|
Boost : |
From: Slawomir Lisznianski (slisznianski_at_[hidden])
Date: 2005-09-18 08:54:12
Maciej Sobczak wrote:
>>no cross-language support
>
>
> That's bad, in my opinion. This excludes most of the useful applications
> of RMI in distributed systems,
As already mentioned, there are already libraries (or I should say,
platforms, as they come with misc tools such as interface language
compilers) that do just that. Having cross-language support requires
external interfacing language and use of a subset of native-language
features.
Here, the goal is to support virtually any C++ type, including user
types, (say, compatible with Boost Serialization) to be marshallable
without having to map it to some common "wire" type.
> How do you plan to solve the problem of double (and any other type for
> that matter) having implementation-defined size (and even representation)?

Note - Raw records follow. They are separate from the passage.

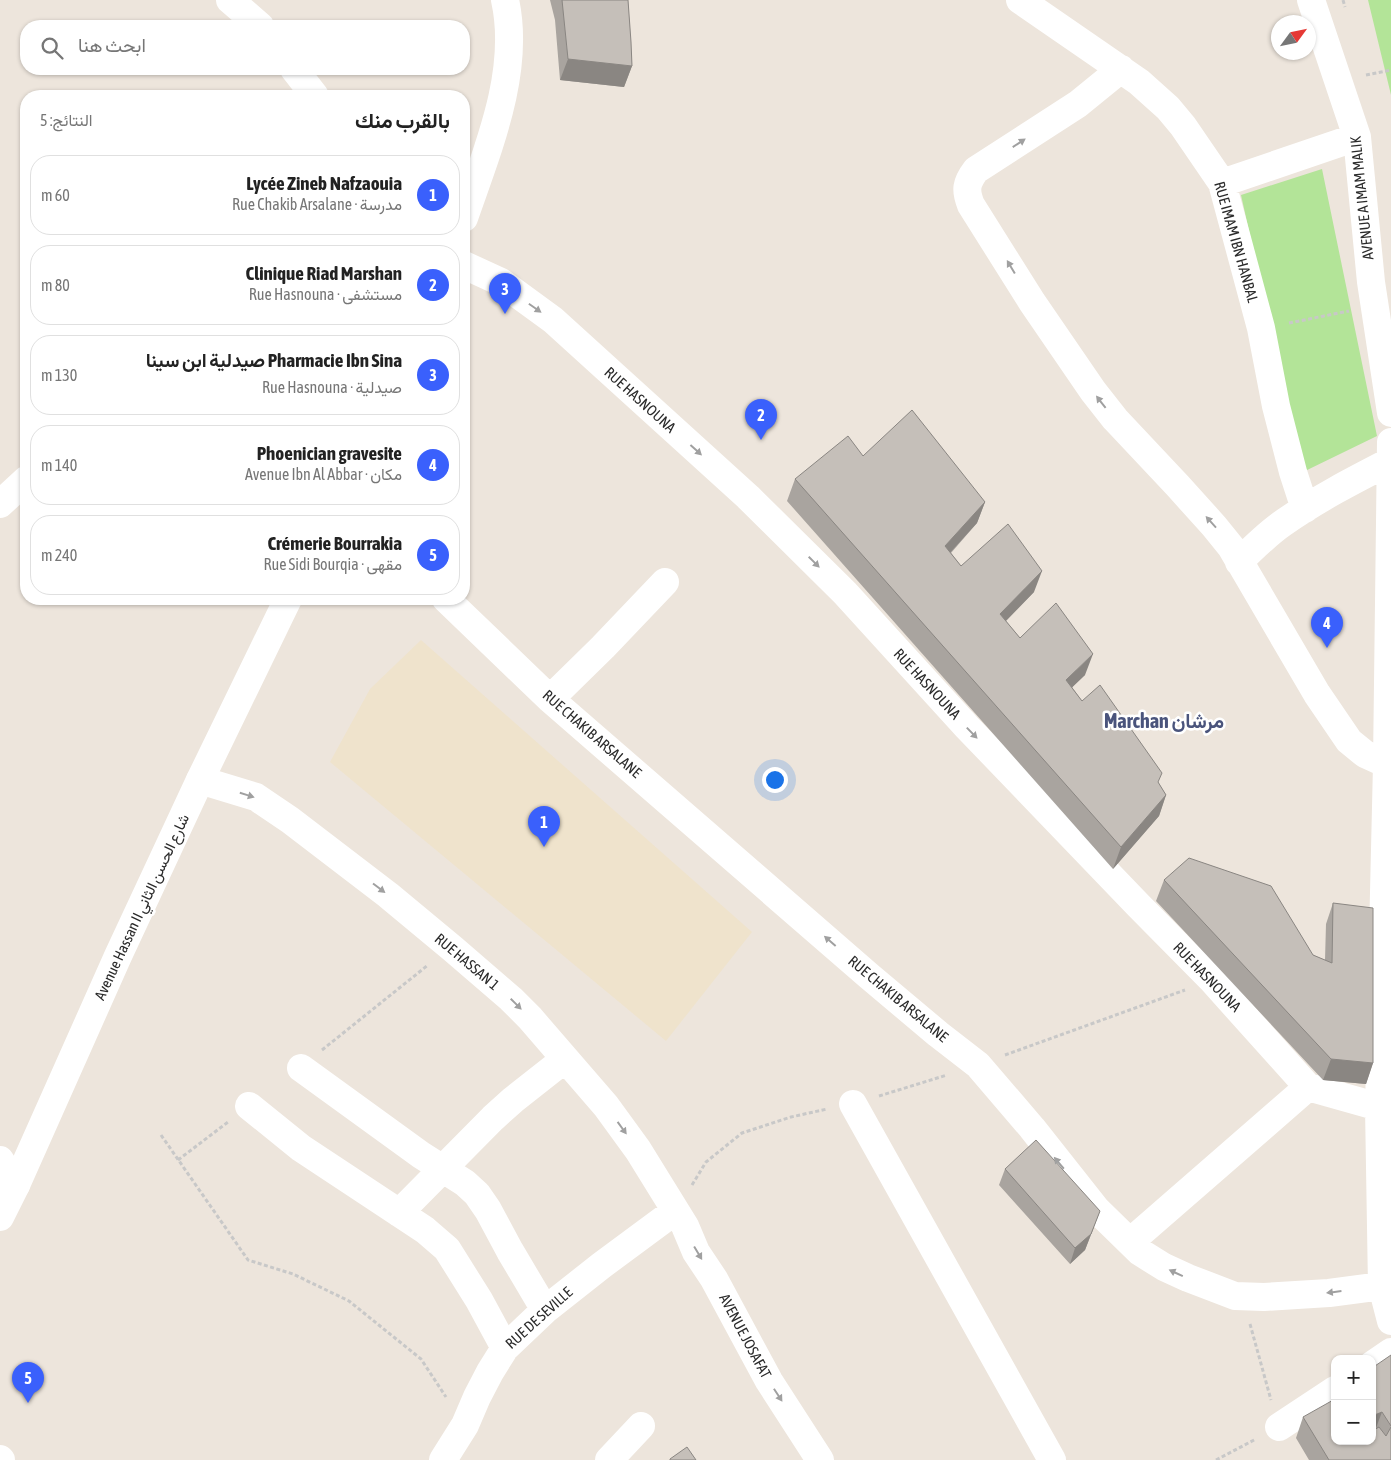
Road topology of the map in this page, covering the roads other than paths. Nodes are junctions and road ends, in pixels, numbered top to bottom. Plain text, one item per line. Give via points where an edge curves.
1 (230, 0) edge
2 (505, 0) edge
3 (1020, 0) edge
4 (1311, 0) edge
5 (253, 20) edge
6 (1121, 70) junction
7 (299, 75) edge
8 (310, 90) edge
9 (1357, 137) junction
10 (1222, 182) junction
11 (470, 201) edge
12 (470, 268) edge
13 (1379, 289) edge
14 (1391, 413) edge
15 (1391, 442) edge
16 (1391, 461) edge
17 (20, 486) edge
18 (0, 504) edge
19 (1305, 509) junction
20 (1239, 562) junction
21 (665, 582) dead end
22 (285, 605) edge
23 (452, 605) edge
24 (550, 699) junction
25 (1387, 764) junction
26 (200, 780) junction
27 (1387, 868) edge
28 (565, 1059) junction
29 (300, 1068) dead end
30 (1308, 1087) junction
31 (853, 1104) road end
32 (249, 1106) dead end
33 (1379, 1107) junction
34 (0, 1160) edge
35 (443, 1169) junction
36 (16, 1185) junction
37 (675, 1210) junction
38 (399, 1214) junction
39 (0, 1217) edge
40 (1130, 1242) junction
41 (1382, 1286) junction
42 (545, 1310) junction
43 (1391, 1321) edge
44 (505, 1348) junction
45 (1391, 1352) edge
46 (1376, 1362) edge
47 (1331, 1393) edge
48 (641, 1426) dead end
49 (1278, 1427) road end
50 (443, 1460) edge
51 (609, 1460) edge
52 (820, 1460) edge
53 (1052, 1460) edge

1 - 5 street
2 - 11 street via 510,48 506,80 488,150
3 - 6 street, RUE IMAM IBN HANBAL
4 - 9 street, AVENUE A IMAM MALIK
6 - 10 street, RUE IMAM IBN HANBAL via 1168,108
20 -> 6 street via 1214,526 1114,419 1093,391 1032,302 971,205 967,193 976,170 1078,104
7 - 8 street
9 - 10 street
9 - 13 street, AVENUE A IMAM MALIK
10 - 19 street, RUE IMAM IBN HANBAL via 1261,328 1276,406
12 -> 30 street, RUE HASNOUNA via 501,282 552,320 748,498 844,593 967,727 1212,980
13 - 14 street, AVENUE A IMAM MALIK
15 - 16 street
16 - 19 street
16 - 25 street
17 - 18 street
19 - 20 street via 1268,534
20 - 25 street via 1317,694 1349,741 1365,754
21 - 24 street
22 - 26 street, Avenue Hassan II شارع الحسن الثاني
23 - 24 street, RUE CHAKIB ARSALANE
40 -> 24 street, RUE CHAKIB ARSALANE via 1096,1209 978,1065 870,976
25 - 27 street
26 -> 28 street, RUE HASSAN 1 via 256,797 290,820 380,889 511,999
26 - 36 street, Avenue Hassan II شارع الحسن الثاني
27 - 33 street
28 - 35 street via 493,1118
28 -> 37 street, RUE HASSAN 1 via 638,1150
29 - 35 street
30 - 33 street
30 - 40 street
31 - 53 street
32 - 38 street via 301,1148
33 - 41 street
34 - 36 street
35 - 38 street
35 - 42 street via 477,1194
36 - 39 street, Avenue Hassan II شارع الحسن الثاني
37 - 42 street, RUE DE SEVILLE
37 -> 52 street, AVENUE JOSAFAT via 769,1381
38 - 44 street via 447,1249
41 -> 40 street, RUE CHAKIB ARSALANE via 1329,1293 1235,1296 1164,1268
41 - 43 street
42 - 44 street, RUE DE SEVILLE
44 - 50 street, RUE DE SEVILLE
45 - 46 street
47 - 49 street
48 - 51 street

If we were to use Boost Serialization, the problem of type sizes and
endianess would imply use of text serialization, at the cost of
performance. Unless of course BSL extends its archiving support for
XDR-like format.
> Apart from that, how do you plan to encode *names* of messages, if in
> the code they exist only as compile-time names of types? The server has
> to somehow map incoming message to one of the registered operations. How?
Each operation is part of an interface type, and has a unique id (enum)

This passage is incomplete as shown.